Exercise data:

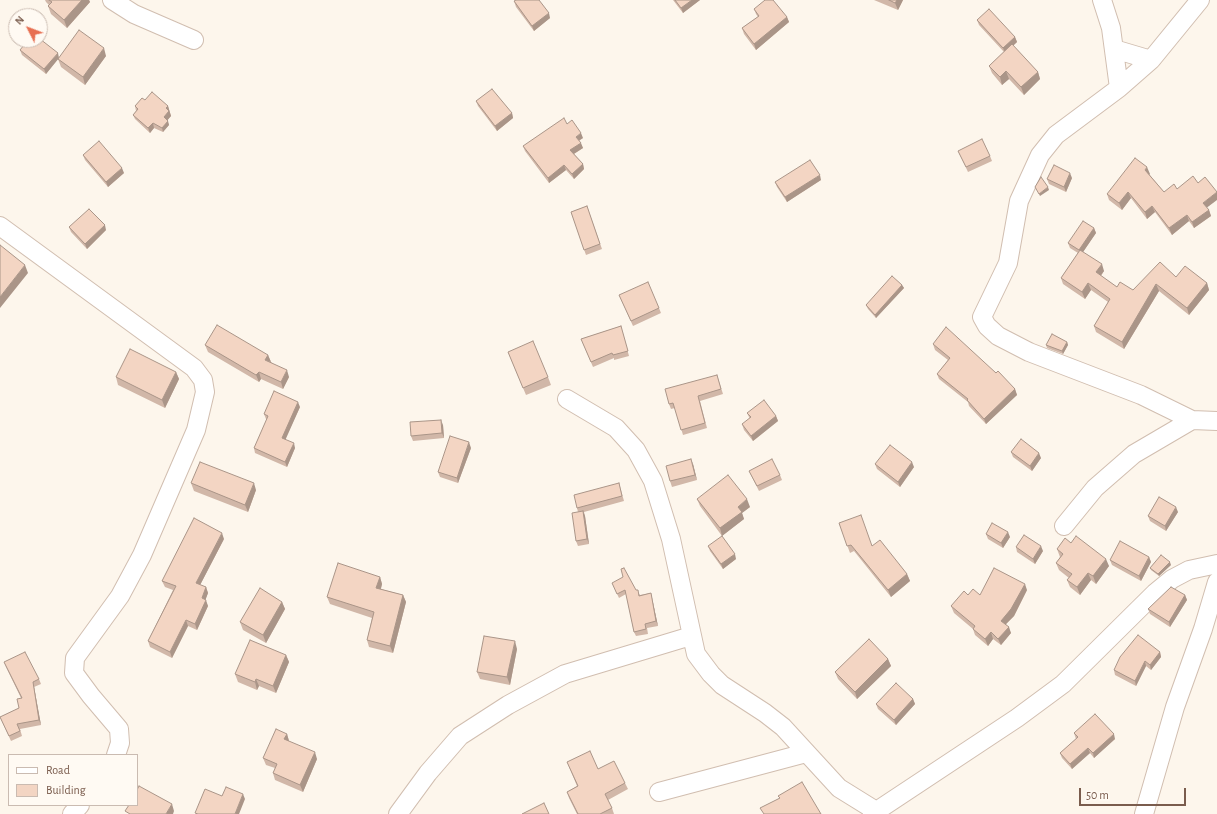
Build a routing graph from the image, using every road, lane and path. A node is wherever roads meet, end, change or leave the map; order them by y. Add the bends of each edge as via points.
1 (112, 0) edge
2 (1102, 0) edge
3 (1200, 0) edge
4 (194, 40) dead end
5 (1114, 49) junction
6 (1151, 60) junction
7 (1119, 88) junction
8 (0, 226) edge
9 (567, 399) dead end
10 (1192, 420) junction
11 (1217, 421) edge
12 (1064, 526) dead end
13 (1217, 564) edge
14 (1217, 582) edge
15 (1210, 631) edge
16 (691, 636) junction
17 (806, 753) junction
18 (116, 754) edge
19 (659, 792) dead end
20 (79, 806) edge
21 (874, 813) edge
22 (72, 814) edge
23 (398, 814) edge
24 (1144, 814) edge

1 - 4 street via 134,14
2 - 5 street via 1111,28
3 - 6 street
5 - 6 street
5 - 7 street
6 - 7 street
7 - 10 street via 1056,135 1040,155 1019,201 1008,263 982,316 987,326 998,336 1029,352 1141,395
8 - 18 street via 194,368 204,380 205,392 196,430 142,554 120,596 75,658 74,673 119,729 120,743
9 - 16 street via 616,428 636,450 653,481 671,539
10 - 11 street
10 - 12 street via 1134,454 1095,488
13 - 21 street via 1189,570 1172,579 1063,684 1017,718
14 - 15 street
15 - 24 street via 1175,707
16 - 17 street via 696,654 711,674 783,727
16 - 23 street via 566,674 508,705 460,736 428,773
17 - 19 street
17 - 21 street via 838,788
20 - 22 street

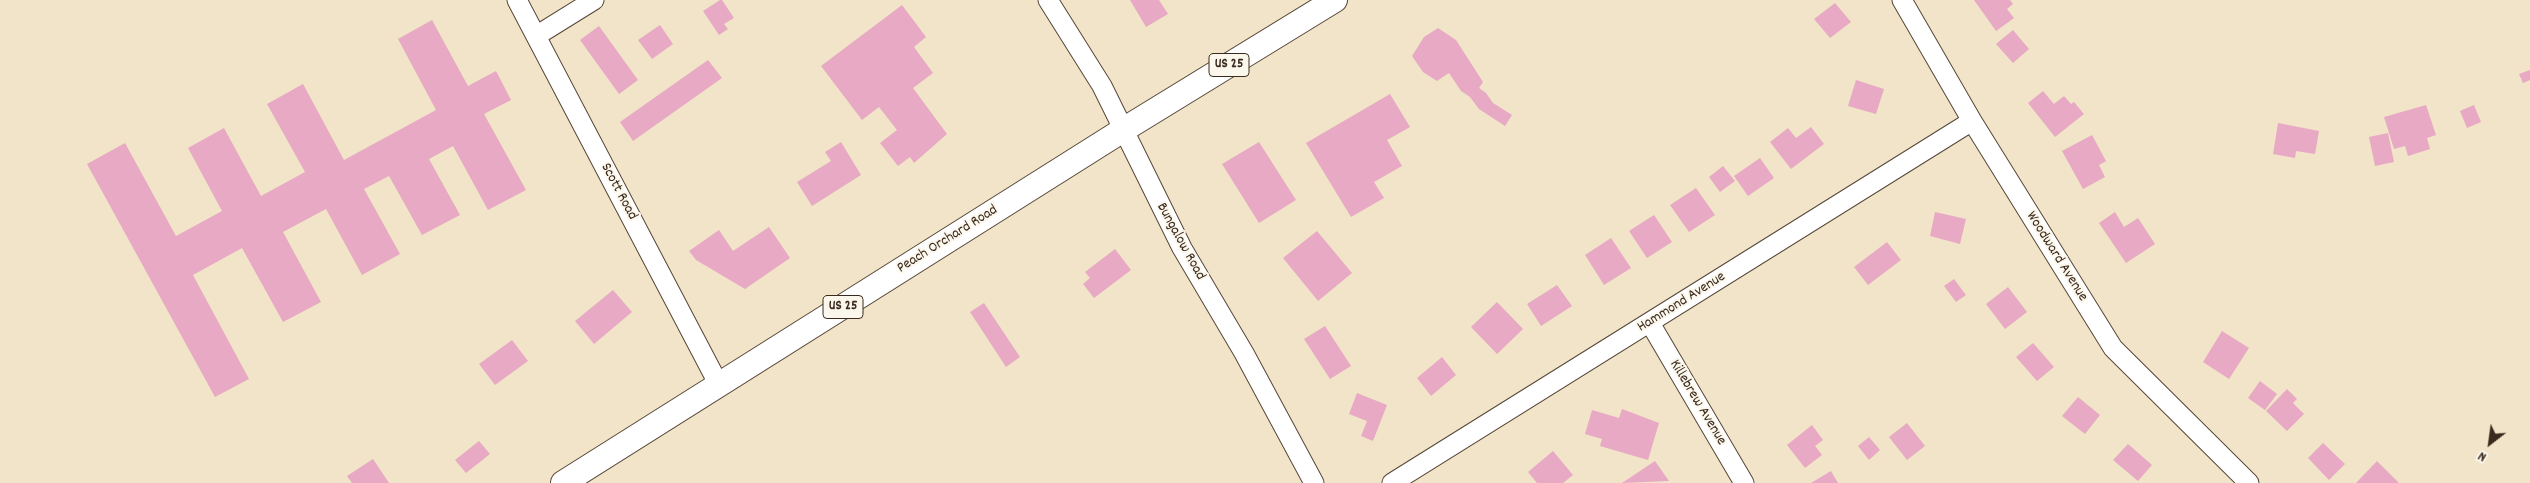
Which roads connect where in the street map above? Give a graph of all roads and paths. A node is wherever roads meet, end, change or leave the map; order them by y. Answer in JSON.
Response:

To do:
For this exercise, transcribe the data above line by line, exactly, with pictures omitted.

Response area:
Build a routing graph from the image, using every road, lane and path. A node is wherever roads meet, end, change or leave the map; order them by y. Add the bends of each edge as via points.
1 (112, 0) edge
2 (1102, 0) edge
3 (1200, 0) edge
4 (194, 40) dead end
5 (1114, 49) junction
6 (1151, 60) junction
7 (1119, 88) junction
8 (0, 226) edge
9 (567, 399) dead end
10 (1192, 420) junction
11 (1217, 421) edge
12 (1064, 526) dead end
13 (1217, 564) edge
14 (1217, 582) edge
15 (1210, 631) edge
16 (691, 636) junction
17 (806, 753) junction
18 (116, 754) edge
19 (659, 792) dead end
20 (79, 806) edge
21 (874, 813) edge
22 (72, 814) edge
23 (398, 814) edge
24 (1144, 814) edge

1 - 4 street via 134,14
2 - 5 street via 1111,28
3 - 6 street
5 - 6 street
5 - 7 street
6 - 7 street
7 - 10 street via 1056,135 1040,155 1019,201 1008,263 982,316 987,326 998,336 1029,352 1141,395
8 - 18 street via 194,368 204,380 205,392 196,430 142,554 120,596 75,658 74,673 119,729 120,743
9 - 16 street via 616,428 636,450 653,481 671,539
10 - 11 street
10 - 12 street via 1134,454 1095,488
13 - 21 street via 1189,570 1172,579 1063,684 1017,718
14 - 15 street
15 - 24 street via 1175,707
16 - 17 street via 696,654 711,674 783,727
16 - 23 street via 566,674 508,705 460,736 428,773
17 - 19 street
17 - 21 street via 838,788
20 - 22 street

Which roads connect where in the street map above? Give a graph of all roads and paths. A node is wherever roads meet, end, change or leave the map; order them by y. Answer in JSON.
Response:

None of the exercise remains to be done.